The differences show up in deployment-relevant ways:

Calibration: some architectures produce better-calibrated probabilities, which matters for clinical decision-making
Subgroup robustness: attention-based models sometimes generalize better across demographic subgroups, possibly because they learn more flexible representations
Inference speed: matters for real-time clinical systems; a CNN is typically 5-10x faster than a Transformer at inference
Data efficiency: CNNs learn reasonable features with less data; Transformers need more examples to outperform

For ATTR-CM detection specifically, the signal is subtle — many patients with the condition have ECGs that look normal to a human reader. The final model (a Time-Slicing CNN) achieved AUC 0.88 on the test set, with sensitivity of 80.7% and specificity of 78.5%. Notably, it maintained informative performance in early-stage disease (asymptomatic sensitivity 68.4%) and in paced ECGs — a first for ATTR detection.
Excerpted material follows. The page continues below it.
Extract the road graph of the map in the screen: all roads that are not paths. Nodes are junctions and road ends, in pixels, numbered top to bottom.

Bayesian Optimization for Hyperparameter Tuning

With multiple architectures to compare, hyperparameter search becomes a bottleneck. I used Bayesian optimization to systematically explore the space: learning rate, batch size, augmentation parameters, architecture-specific settings (number of heads for ViT, kernel sizes for CNN, hidden dimensions for LSTM).
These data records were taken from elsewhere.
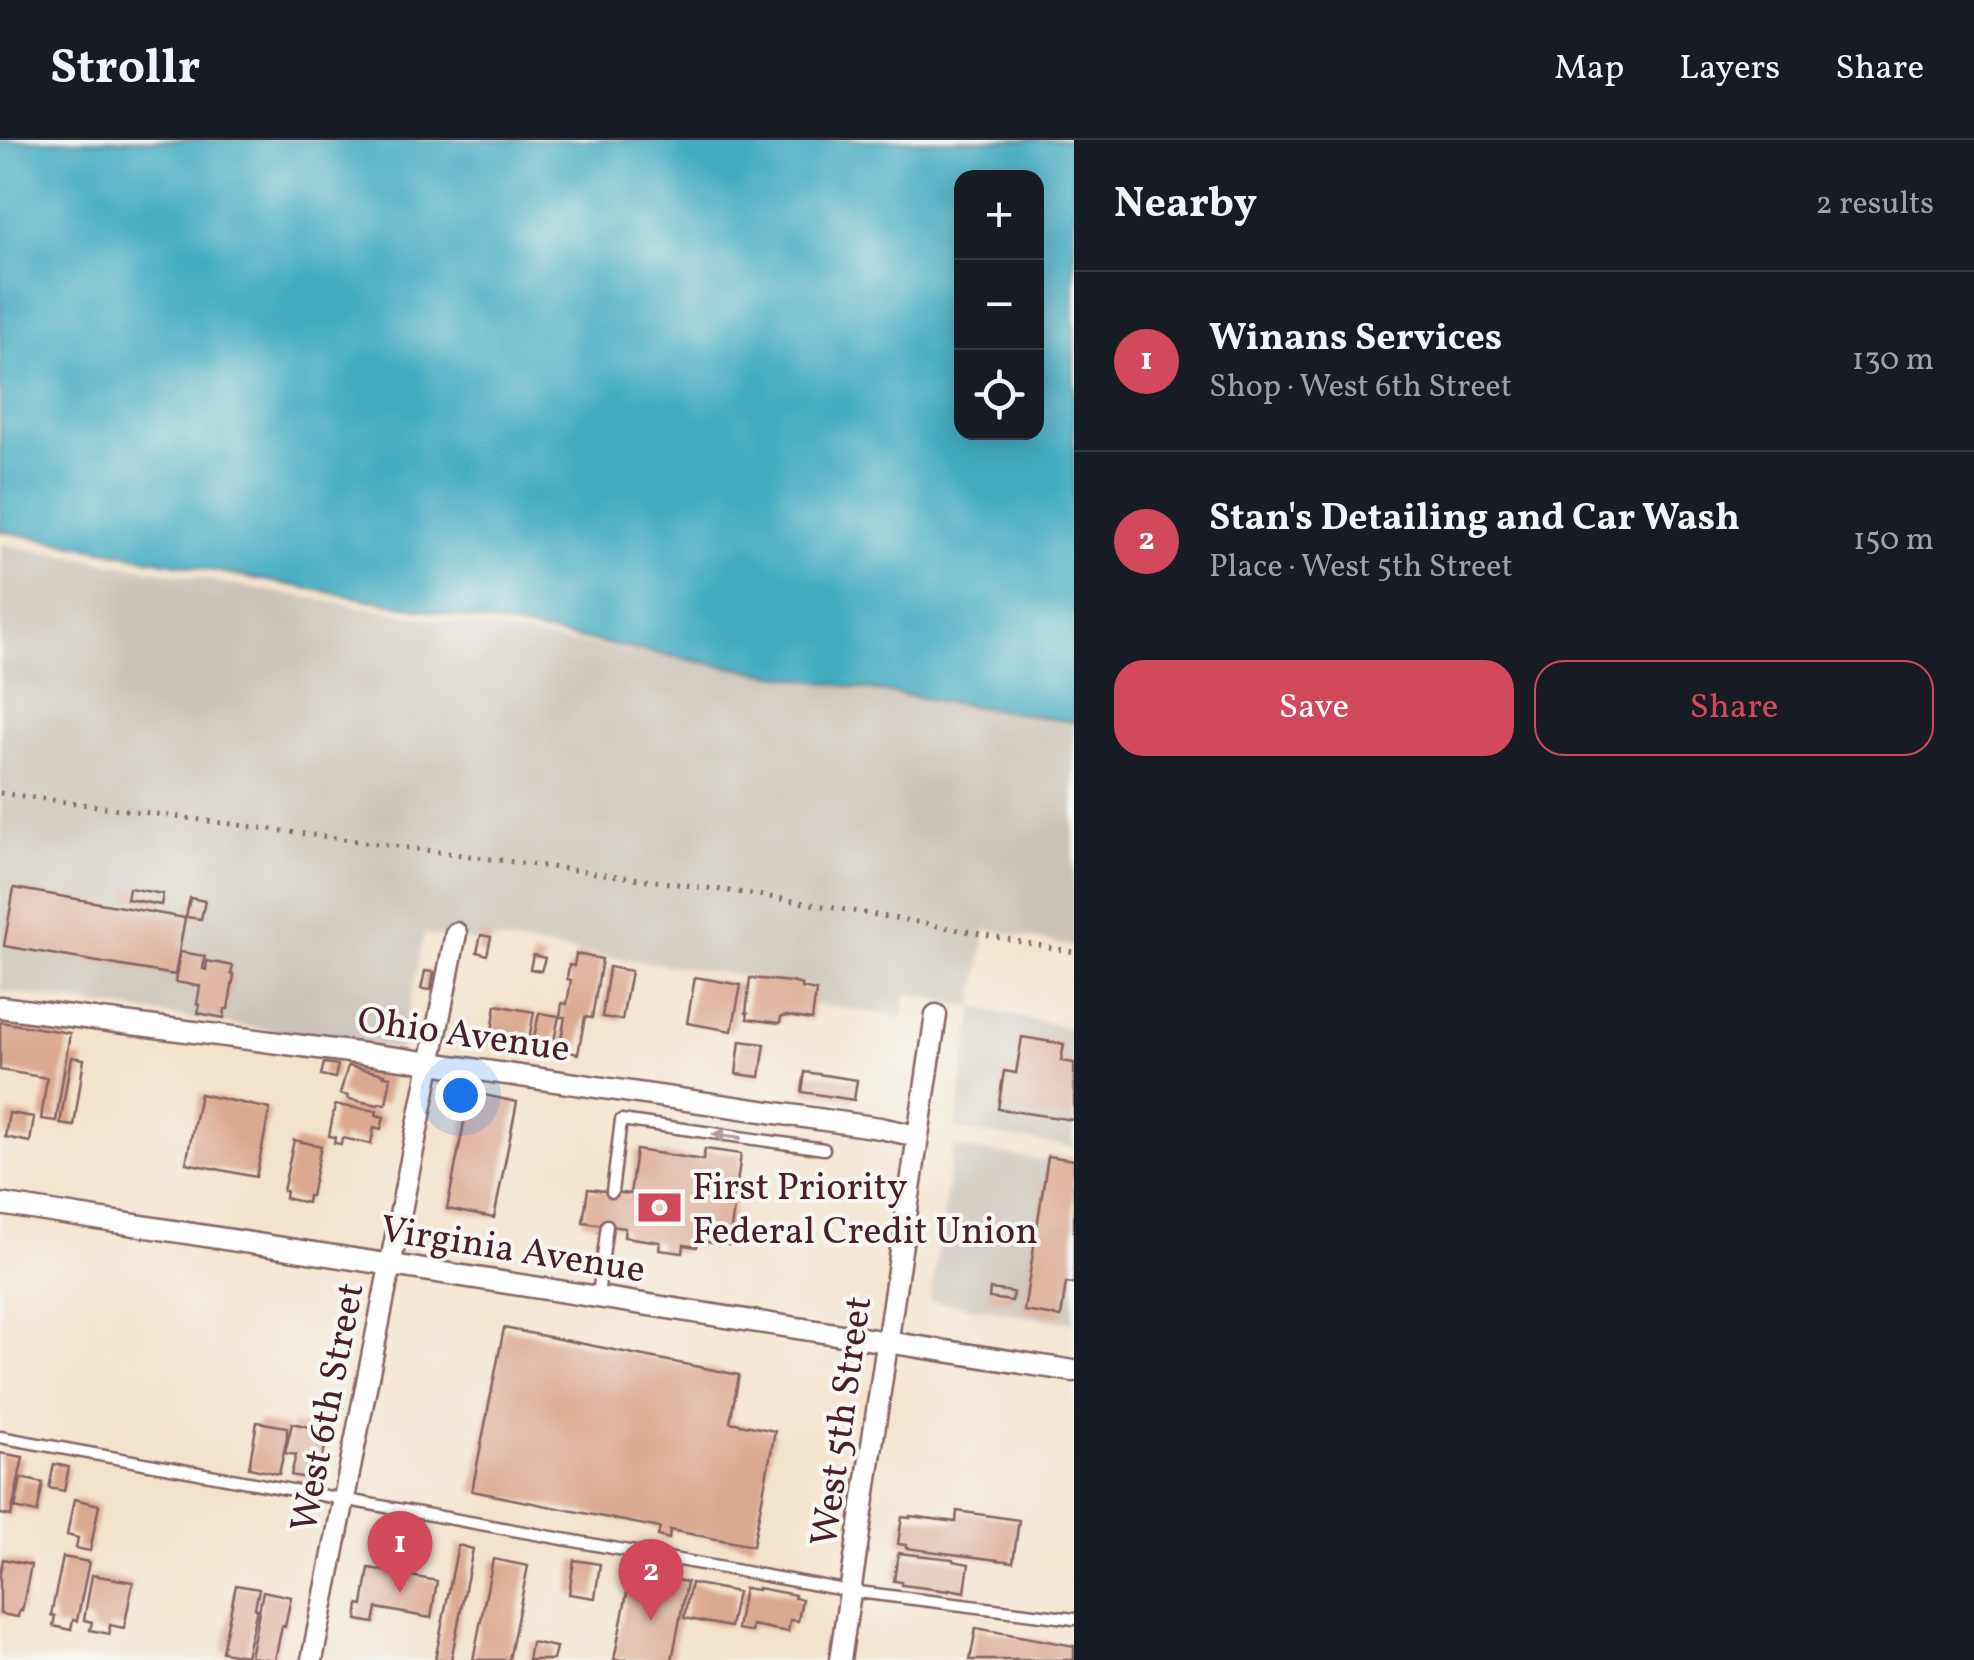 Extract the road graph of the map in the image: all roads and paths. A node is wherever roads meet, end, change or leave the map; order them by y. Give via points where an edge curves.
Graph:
1 (0, 793) edge
2 (456, 933) dead end
3 (1074, 952) edge
4 (0, 1007) edge
5 (936, 1015) dead end
6 (431, 1064) junction
7 (917, 1136) junction
8 (824, 1149) dead end
9 (612, 1192) dead end
10 (0, 1204) edge
11 (607, 1225) dead end
12 (391, 1264) junction
13 (598, 1296) junction
14 (886, 1342) junction
15 (1074, 1371) edge
16 (0, 1436) edge
17 (342, 1499) junction
18 (850, 1591) junction
19 (1074, 1619) edge
20 (312, 1660) edge
21 (840, 1660) edge

1 - 3 path via 752,894
2 - 6 street, West 6th Street
4 - 6 street, Ohio Avenue
5 - 7 street, West 5th Street
6 - 7 street, Ohio Avenue
6 - 12 street, West 6th Street
7 - 14 street, West 5th Street
8 -> 9 lane via 621,1120
10 - 12 street, Virginia Avenue
11 - 13 lane
12 - 13 street, Virginia Avenue
12 - 17 street, West 6th Street
13 - 14 street, Virginia Avenue
14 - 15 street, Virginia Avenue
14 - 18 street, West 5th Street
16 - 17 lane
17 - 18 lane
17 - 20 street, West 6th Street
18 - 19 lane
18 - 21 street, West 5th Street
The key insight is that architecture comparisons are only valid when each architecture is given a fair shot at hyperparameter optimization. A badly tuned Transformer will lose to a well-tuned CNN, and the conclusion "CNNs are better for ECGs" would be wrong.

The search strategy matters: I used Bayesian optimization rather than random search because the evaluation budget was constrained — each training run used significant GPU time, and clinical validation required specific data splits that couldn't be arbitrarily expanded.

Ensemble and Meta-Ensemble Methods

Single models have ceilings. At Anumana, we used ensemble methods — combining predictions from multiple models trained with different initializations, architectures, or data subsets.

The meta-ensemble approach goes further: training a second-level model that learns how to optimally combine the outputs of base models. This is where architectural diversity pays off — a meta-ensemble of a CNN, a Transformer, and a CNN-LSTM captures complementary patterns.

The tradeoff is complexity. For a regulated medical device, every model in the ensemble needs its own documentation, validation, and version control. A single well-validated model is often preferred by regulatory teams over a complex ensemble, even if the ensemble has slightly better performance.

What I'd Recommend

For a new ECG classification project: start with a ResNet baseline, get your data pipeline and evaluation framework solid, then explore Transformers if you have sufficient data. Invest time in Bayesian hyperparameter search before concluding one architecture is better than another. And don't neglect the multimodal component — clinical context often matters more than the marginal architecture improvement.

This is a draft. Sections to expand: specific architecture diagrams, training curves comparing convergence, more on the Bayesian optimization setup (Optuna vs. others), discussion of foundation models for ECG (emerging area).